Демографическая реконкиста ведет к тому, что влияние Мексики на территориях, некогда отнятых Соединенными Штатами у Мексики, начинает преобладать над влиянием англосаксонского начала. Этот процесс ведет к тому, что граница между США и Мексикой начинает размываться, и на территориях, бывших до 1840-х гг. мексиканскими, латиноамериканский элемент начал усиливаться с необычайно быстрой силой. Обнаружилось, что иммиграция из Мексики несет в себе чрезвычайно своеобразные черты, заставляющие по-новому взглянуть на это подлинное иммиграционное вторжение в США.
Впервые главный поток иммигрантов идет из страны, имеющей с Соединенными Штатами трехтысячекилометровую границу. Все прежние потоки в развитый западный мир, так или иначе, преодолевали морские просторы и связанные с этим сложности. У континентальных соседей, США и Мексики, такой границы нет. Нет в мире и столь яркого противопоставления бедности и богатства, как это имеет место в случае с бедной Мексикой и богатыми Соединенными Штатами. Этот поток (довольно неожиданно для североамериканцев) начал зримо расширяться после 1965 г. Тогда, в 1960 году, Мексика не входила в число пяти главных стран, где родились будущие иммигранты в США (Италия — 1 257 000 человек; Германия — 990 000; Канада — 953 000; Британия — 833 000; Польша — 748 000 человек). Ситуация кардинально изменилась к 2000 г.: Мексика—7 841 000; Китай — 1 391 000; Филиппины— 1 222 000; Индия — 1 007 000; Куба — 952 000 человек.
Итак, оценим новую ситуацию, характерную приобретением Соединенными Штатами нового лица.
Во-первых, резко возросло число иммигрантов. Во-вторых, латиноамериканцы решительно заняли первое место в новом иммиграционном потоке (27,6 процента всех иммигрантов только из Мексики; следующие далее китайцы составляют всего 4,9 процента). При этом мексиканцы составляют лишь несколько больше половины латиноамериканского нашествия на США — они увеличились за период 2000–2002 гг. на 10 процентов и превзошли афроамериканцев. В-третьих, рождаемость среди латиноамериканцев многократно выше, чем у других этнических групп: 3 человека на сотню среди испаноязычных против 1,8 человека у неиспаноязычных, против 2,1 процента у афроамериканцев. Испаноязычные первенствуют в незаконном переходе границы между Мексикой и США. Две трети всех мексиканских иммигрантов, прибывших в США после 1975 г., являются незаконными иммигрантами; мексиканцы составляют 58 процентов незаконных иммигрантов в 1990 г. и 69 процентов в 2000 г. Ныне ежегодная иммиграция мексиканцев составляет 400 тыс. человек в год. К 2030 г. она увеличится до 515 тыс.[328]. При этом характерна географическая концентрация испаноязычного населения. Так, две трети мексиканских иммигрантов живет на Западе США, а почти половина из них — в одном штате, Калифорнии. 46 процентов населения Лос-Анжелеса — испаноязычные (из них 64 процента — выходцы из Мексики). К 2010 г. испаноязычные составят 60 процентов населения этого мегаполиса. В 2002 г. 71,9 процента учащихся здесь были из испаноговорящих семей. Впервые рожденные в городе испаноязычные превысили численность остальных родившихся.

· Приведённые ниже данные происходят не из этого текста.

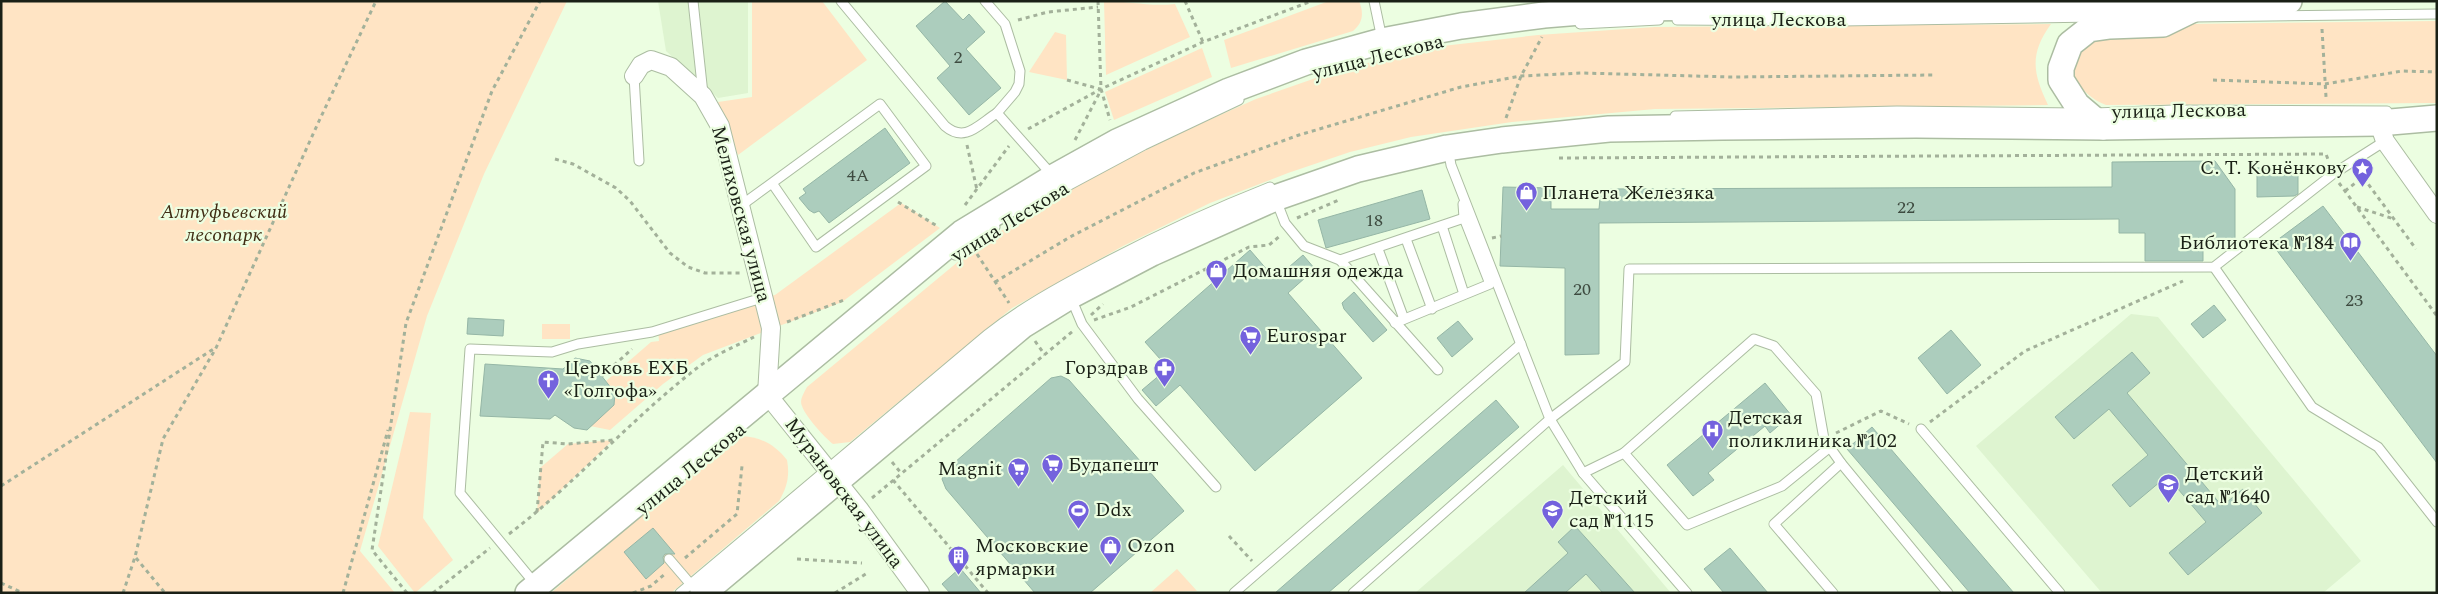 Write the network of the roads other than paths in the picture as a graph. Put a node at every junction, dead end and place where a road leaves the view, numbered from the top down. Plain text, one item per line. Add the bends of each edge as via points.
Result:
1 (693, 1) edge
2 (841, 1) edge
3 (985, 1) edge
4 (1374, 1) edge
5 (2209, 1) edge
6 (2290, 1) edge
7 (2100, 2) edge
8 (2256, 2) edge
9 (1711, 4) edge
10 (2437, 14) edge
11 (2181, 17) junction
12 (1572, 25) dead end
13 (1452, 38) dead end
14 (1390, 45) junction
15 (634, 76) joint
16 (703, 96) junction
17 (1250, 96) dead end
18 (997, 113) junction
19 (2437, 114) edge
20 (1663, 116) dead end
21 (2437, 118) edge
22 (2095, 120) junction
23 (2382, 132) junction
24 (1448, 148) junction
25 (638, 161) dead end
26 (1054, 177) junction
27 (772, 183) junction
28 (1461, 189) junction
29 (1276, 191) junction
30 (741, 206) junction
31 (2437, 214) edge
32 (1464, 218) junction
33 (1442, 226) junction
34 (1406, 239) junction
35 (1378, 249) junction
36 (1340, 260) junction
37 (944, 264) dead end
38 (2214, 267) junction
39 (1464, 294) junction
40 (765, 296) junction
41 (1070, 296) junction
42 (1432, 308) junction
43 (1404, 319) junction
44 (1395, 323) junction
45 (1521, 344) junction
46 (1438, 370) dead end
47 (774, 397) junction
48 (1550, 419) junction
49 (1921, 429) road end
50 (1830, 447) junction
51 (1624, 454) junction
52 (1842, 463) junction
53 (1583, 473) junction
54 (831, 474) junction
55 (1216, 487) dead end
56 (2437, 522) edge
57 (672, 563) road end
58 (697, 588) edge
59 (536, 590) edge
60 (680, 593) edge
61 (698, 593) edge
62 (920, 593) edge
63 (1234, 593) edge
64 (1353, 593) edge
65 (1687, 593) edge
66 (1833, 593) edge
67 (1948, 593) edge
68 (2060, 593) edge

1 - 16 lane
2 - 18 lane via 954,134 964,134
3 - 18 lane via 1005,24 1020,76 1015,92
4 - 14 lane
5 - 7 main road, улица Лескова
5 - 8 main road, улица Лескова
5 - 11 main road
6 - 8 main road, улица Лескова
7 - 9 main road, улица Лескова via 1927,6
9 - 14 main road, улица Лескова via 1544,15 1461,26
10 - 11 lane, улица Лескова
11 - 12 lane, улица Лескова via 1660,20
11 - 22 main road via 2163,24 2089,29 2070,44 2061,68 2061,80 2077,105
13 - 14 lane, улица Лескова
14 - 26 main road, улица Лескова via 1306,62 1229,90 1117,142
15 - 16 street, Мелиховская улица via 641,65 651,60 661,62 681,74
15 - 25 lane
16 - 30 street, Мелиховская улица via 720,126
17 - 37 lane, улица Лескова via 1144,145 1064,187 1005,221
18 - 26 lane
19 - 22 lane, улица Лескова via 2346,110 2174,110
20 - 22 lane, улица Лескова via 1897,112
21 - 23 main road, улица Лескова
22 - 23 main road, улица Лескова
22 - 24 main road, улица Лескова via 1609,130
23 - 31 street
23 - 38 lane
24 - 28 lane
24 - 29 main road, улица Лескова
26 - 47 main road, улица Лескова via 962,233
27 - 27 lane via 880,104 926,166 816,247
27 - 30 lane
28 - 32 lane
28 - 45 lane
29 - 36 lane via 1285,223 1304,246
29 - 41 main road, улица Лескова
29 - 54 lane, улица Лескова via 1199,215 1030,304 988,334
30 - 40 street, Мелиховская улица
32 - 33 lane
32 - 39 lane via 1490,284
33 - 34 lane
33 - 39 lane
34 - 35 lane
34 - 42 lane
35 - 36 lane
35 - 43 lane
36 - 44 lane
38 - 48 lane via 1629,269 1625,362
38 - 56 lane via 2312,407 2378,447
39 - 42 lane
40 - 47 street, Мелиховская улица via 772,328
40 - 59 lane via 652,332 578,344 552,352 470,349 460,494
41 - 54 main road, улица Лескова via 1013,334
41 - 55 lane via 1082,324 1138,399
42 - 43 lane
43 - 44 lane
44 - 46 lane
45 - 48 lane
45 - 63 lane
47 - 54 street, Мурановская улица
47 - 59 main road, улица Лескова
48 - 53 lane
48 - 64 lane
49 - 68 lane
50 - 51 lane via 1782,486 1686,525
50 - 51 lane via 1824,439 1816,394 1774,346 1754,339
50 - 52 lane
51 - 53 lane
52 - 66 lane via 1774,524
52 - 67 lane
53 - 65 lane
54 - 58 main road, улица Лескова
54 - 62 street, Мурановская улица
57 - 58 lane
58 - 60 lane, улица Лескова
58 - 61 lane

Сепаратизм. И при этом уменьшающееся общее западное население, заглянув в пропасть исторического небытия, не консолидируется, а, напротив, погрязает в межэтнических разногласиях. Не креативный плюрализм, пишет знаток западной культуры Ж. Борзун, а ослабляющий всех сепаратизм станет сильнейшей тенденцией текущего столетия. Идеал плюрализма дезинтегрировал, и сепаратизм занял его место; возобладала идея, что «салат лучше, чем плавильный тигель»[329]. Вполне возможно, что Калифорния превратится в американский Квебек со всем вытекающим сепаратизмом.
В Великобритании бывшие много столетий назад королевствами Шотландия и Уэльс довольно неожиданно обрели собственные парламенты. В собственно Англии традиционный «Юнион Джек» заменен флагом с крестом Святого Георгия. Во Франции бретонцы, баски и эльзасцы борются за региональное самоутверждение. Корсика желает независимости и введения собственного языка. В Италии Север рвется отделиться от Юга, а венецианцы борются за независимое существование. В Германии празднуют тысячелетие Пруссии. (Та же участь не миновала и Канаду. Не говоря уже о всемирно признанном феномене Квебека, в канадских провинциях Альберта, Саскачеван и Британская Колумбия создаются партии, борющиеся за региональную независимость.)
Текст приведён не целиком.